== EXCERPTED RECORDS ==

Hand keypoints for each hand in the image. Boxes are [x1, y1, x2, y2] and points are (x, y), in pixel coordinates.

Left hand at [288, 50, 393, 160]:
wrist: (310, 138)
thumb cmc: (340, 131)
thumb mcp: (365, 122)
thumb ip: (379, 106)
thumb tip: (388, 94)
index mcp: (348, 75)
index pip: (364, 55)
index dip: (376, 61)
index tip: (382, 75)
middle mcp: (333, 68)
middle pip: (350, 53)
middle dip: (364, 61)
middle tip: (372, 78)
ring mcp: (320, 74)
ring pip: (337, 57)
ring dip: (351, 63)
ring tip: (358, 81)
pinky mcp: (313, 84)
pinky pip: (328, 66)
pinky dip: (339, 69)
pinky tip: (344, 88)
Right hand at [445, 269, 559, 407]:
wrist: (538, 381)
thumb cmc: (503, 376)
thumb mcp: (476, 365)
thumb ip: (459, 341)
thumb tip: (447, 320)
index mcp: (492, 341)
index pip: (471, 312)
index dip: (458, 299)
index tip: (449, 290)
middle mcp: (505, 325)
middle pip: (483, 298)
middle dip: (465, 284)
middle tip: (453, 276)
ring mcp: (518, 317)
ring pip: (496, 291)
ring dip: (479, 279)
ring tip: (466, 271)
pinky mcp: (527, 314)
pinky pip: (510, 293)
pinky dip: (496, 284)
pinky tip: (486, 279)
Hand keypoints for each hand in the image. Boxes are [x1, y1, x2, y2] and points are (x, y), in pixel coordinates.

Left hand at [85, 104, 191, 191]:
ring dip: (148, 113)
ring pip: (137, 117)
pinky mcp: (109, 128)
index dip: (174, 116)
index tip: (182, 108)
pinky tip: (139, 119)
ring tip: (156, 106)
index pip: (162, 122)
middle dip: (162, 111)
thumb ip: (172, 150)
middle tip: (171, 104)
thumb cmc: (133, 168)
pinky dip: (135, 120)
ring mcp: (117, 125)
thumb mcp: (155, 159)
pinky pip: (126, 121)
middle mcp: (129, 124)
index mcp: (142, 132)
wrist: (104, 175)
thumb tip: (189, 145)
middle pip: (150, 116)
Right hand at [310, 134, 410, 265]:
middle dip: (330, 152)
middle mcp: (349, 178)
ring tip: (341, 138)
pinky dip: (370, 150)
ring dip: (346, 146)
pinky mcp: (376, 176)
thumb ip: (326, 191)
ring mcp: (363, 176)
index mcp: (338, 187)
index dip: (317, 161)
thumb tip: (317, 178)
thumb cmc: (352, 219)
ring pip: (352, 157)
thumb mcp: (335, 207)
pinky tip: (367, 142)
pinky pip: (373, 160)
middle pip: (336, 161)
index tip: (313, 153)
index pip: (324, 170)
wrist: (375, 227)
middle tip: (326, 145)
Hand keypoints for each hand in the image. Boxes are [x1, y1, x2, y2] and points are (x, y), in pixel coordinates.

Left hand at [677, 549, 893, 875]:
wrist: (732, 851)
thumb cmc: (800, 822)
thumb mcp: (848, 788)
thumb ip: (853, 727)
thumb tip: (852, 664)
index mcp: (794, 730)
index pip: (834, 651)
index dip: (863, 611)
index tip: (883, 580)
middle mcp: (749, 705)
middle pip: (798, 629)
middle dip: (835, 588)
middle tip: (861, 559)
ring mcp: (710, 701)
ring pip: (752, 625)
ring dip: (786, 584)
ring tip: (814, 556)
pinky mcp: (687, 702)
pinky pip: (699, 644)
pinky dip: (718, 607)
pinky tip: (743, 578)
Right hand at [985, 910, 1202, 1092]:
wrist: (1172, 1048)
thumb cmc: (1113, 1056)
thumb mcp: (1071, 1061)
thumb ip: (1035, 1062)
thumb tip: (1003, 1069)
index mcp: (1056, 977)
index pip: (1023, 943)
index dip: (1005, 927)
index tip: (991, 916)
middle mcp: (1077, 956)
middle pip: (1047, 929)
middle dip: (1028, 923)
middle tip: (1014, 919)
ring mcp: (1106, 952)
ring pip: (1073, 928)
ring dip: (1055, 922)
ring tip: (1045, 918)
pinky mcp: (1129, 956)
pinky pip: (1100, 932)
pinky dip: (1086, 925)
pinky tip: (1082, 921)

===
== EXCERPTED RECORDS ==

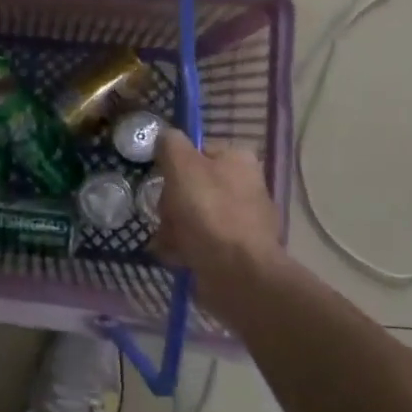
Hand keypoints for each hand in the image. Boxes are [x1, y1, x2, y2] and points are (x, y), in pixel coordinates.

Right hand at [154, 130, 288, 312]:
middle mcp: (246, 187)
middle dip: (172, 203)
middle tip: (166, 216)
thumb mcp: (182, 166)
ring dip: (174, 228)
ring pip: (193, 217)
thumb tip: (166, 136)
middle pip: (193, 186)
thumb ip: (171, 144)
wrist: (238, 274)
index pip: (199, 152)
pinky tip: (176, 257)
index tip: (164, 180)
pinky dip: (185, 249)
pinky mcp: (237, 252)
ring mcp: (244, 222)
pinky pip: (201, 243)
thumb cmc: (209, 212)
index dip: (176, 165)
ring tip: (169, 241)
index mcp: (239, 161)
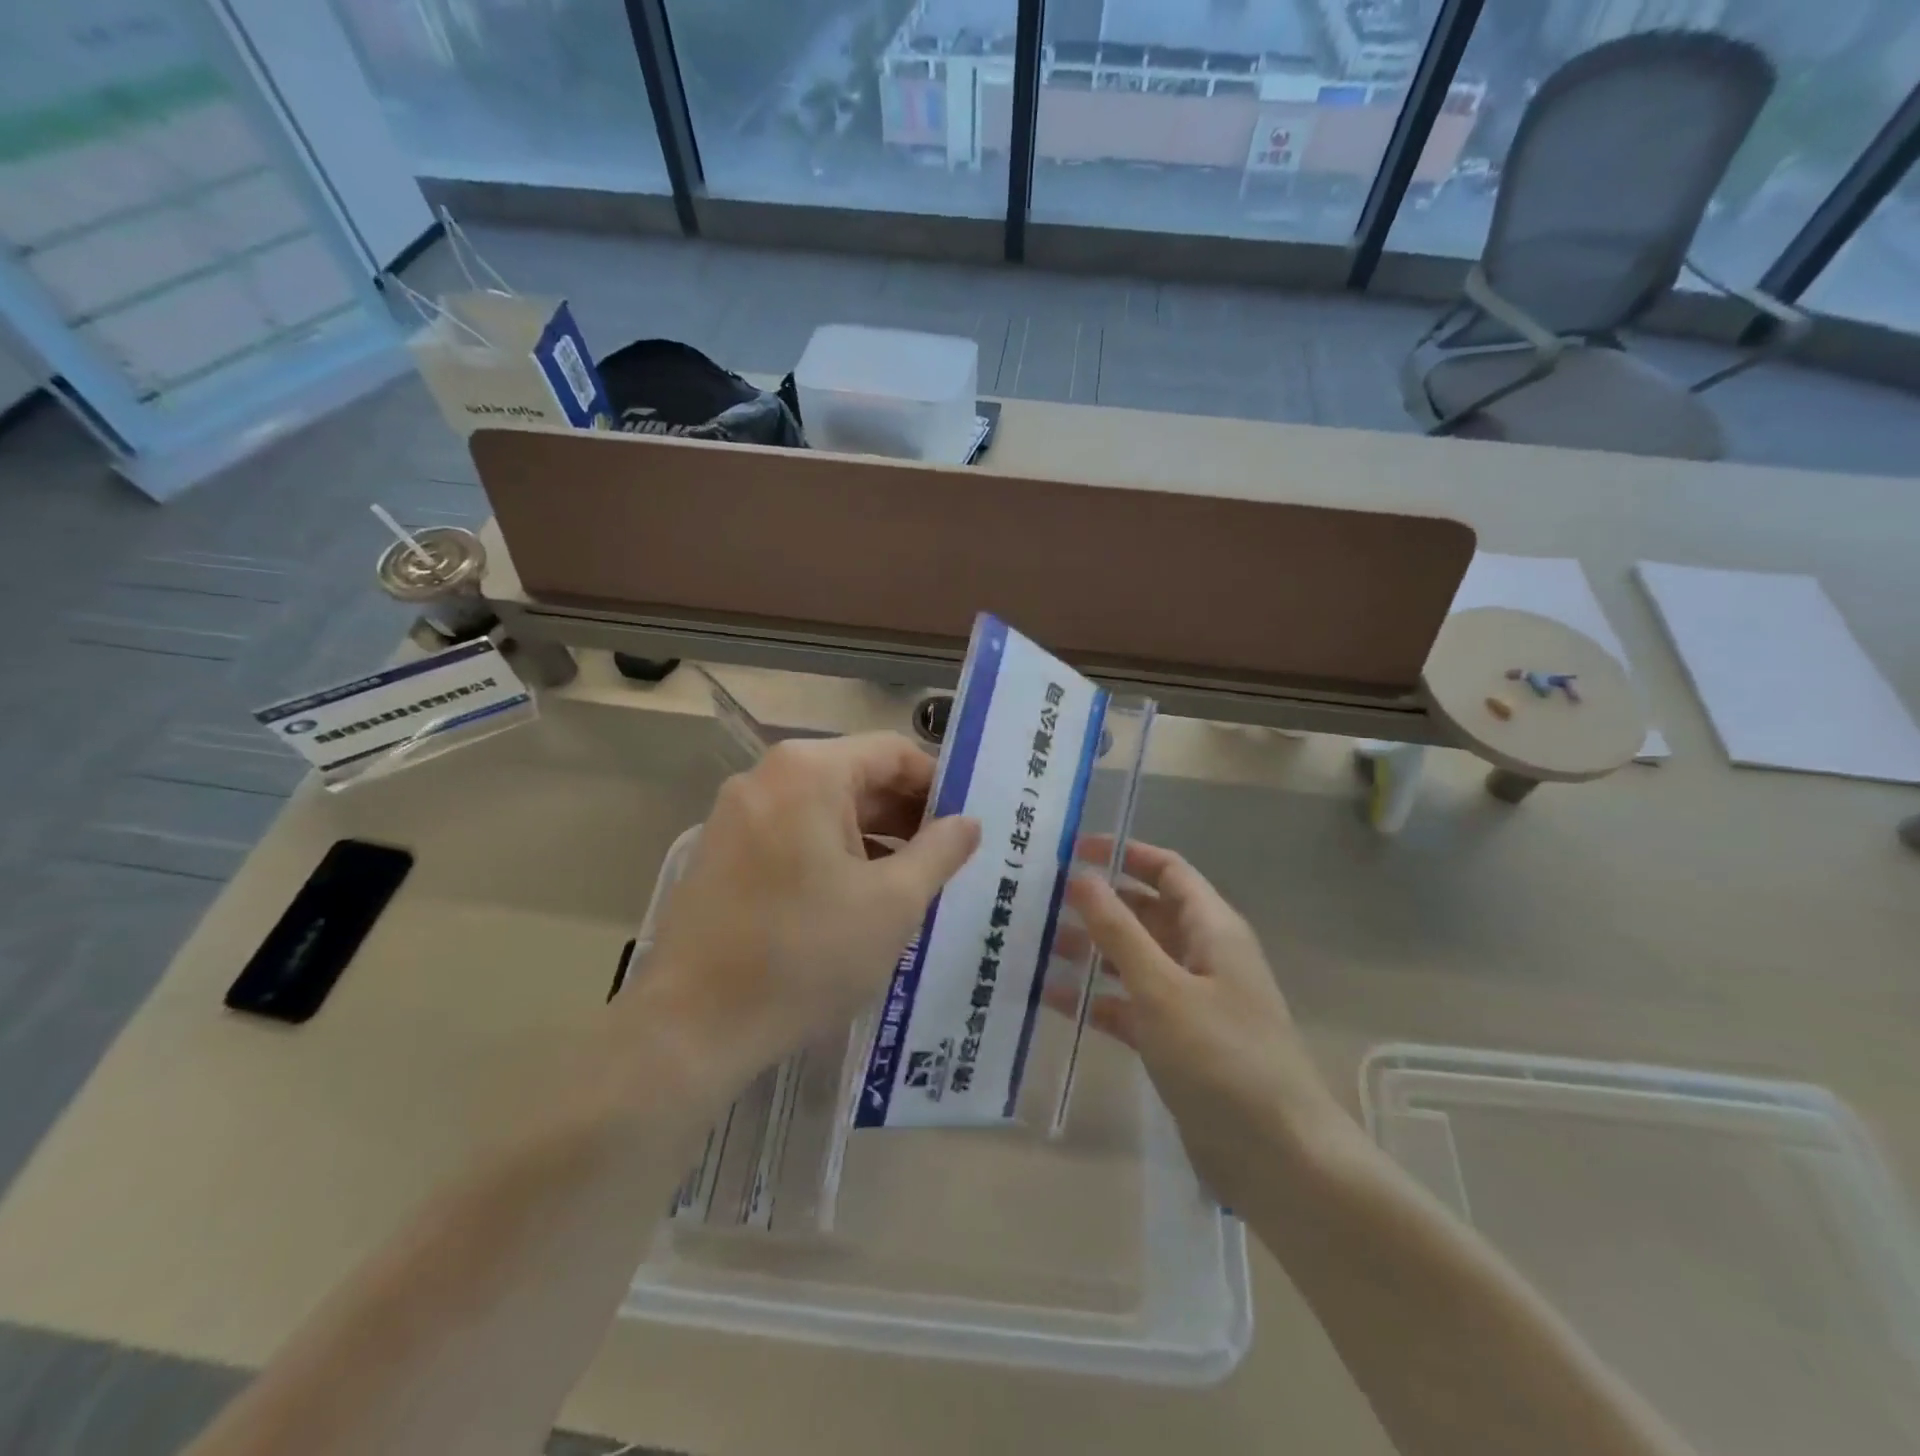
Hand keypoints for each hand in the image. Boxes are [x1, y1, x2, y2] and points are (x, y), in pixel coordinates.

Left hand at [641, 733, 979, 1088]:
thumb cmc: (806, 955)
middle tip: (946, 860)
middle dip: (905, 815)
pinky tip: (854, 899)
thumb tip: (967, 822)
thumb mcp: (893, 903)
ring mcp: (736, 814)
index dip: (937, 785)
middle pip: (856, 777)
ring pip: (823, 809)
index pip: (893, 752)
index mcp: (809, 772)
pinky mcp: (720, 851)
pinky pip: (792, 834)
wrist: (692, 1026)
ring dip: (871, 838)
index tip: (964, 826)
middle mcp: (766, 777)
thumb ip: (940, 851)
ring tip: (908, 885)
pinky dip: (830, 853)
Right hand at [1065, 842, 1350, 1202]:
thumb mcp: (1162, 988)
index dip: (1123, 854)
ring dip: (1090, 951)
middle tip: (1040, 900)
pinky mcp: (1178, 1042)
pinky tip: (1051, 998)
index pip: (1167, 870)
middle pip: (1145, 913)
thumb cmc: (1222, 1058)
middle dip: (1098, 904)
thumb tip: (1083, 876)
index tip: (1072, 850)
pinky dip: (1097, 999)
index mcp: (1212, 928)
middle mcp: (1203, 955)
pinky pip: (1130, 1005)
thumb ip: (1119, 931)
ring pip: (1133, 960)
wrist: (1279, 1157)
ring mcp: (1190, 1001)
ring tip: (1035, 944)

===

> _ASSIGNMENT_
Check each line of the data above, and please copy the ones in which the string "Left" occurs.

> _TASK ANSWER_
Left hand at [288, 50, 393, 160]:
Left hand at [85, 104, 191, 191]:
Left hand at [677, 549, 893, 875]:
Left hand at [641, 733, 979, 1088]:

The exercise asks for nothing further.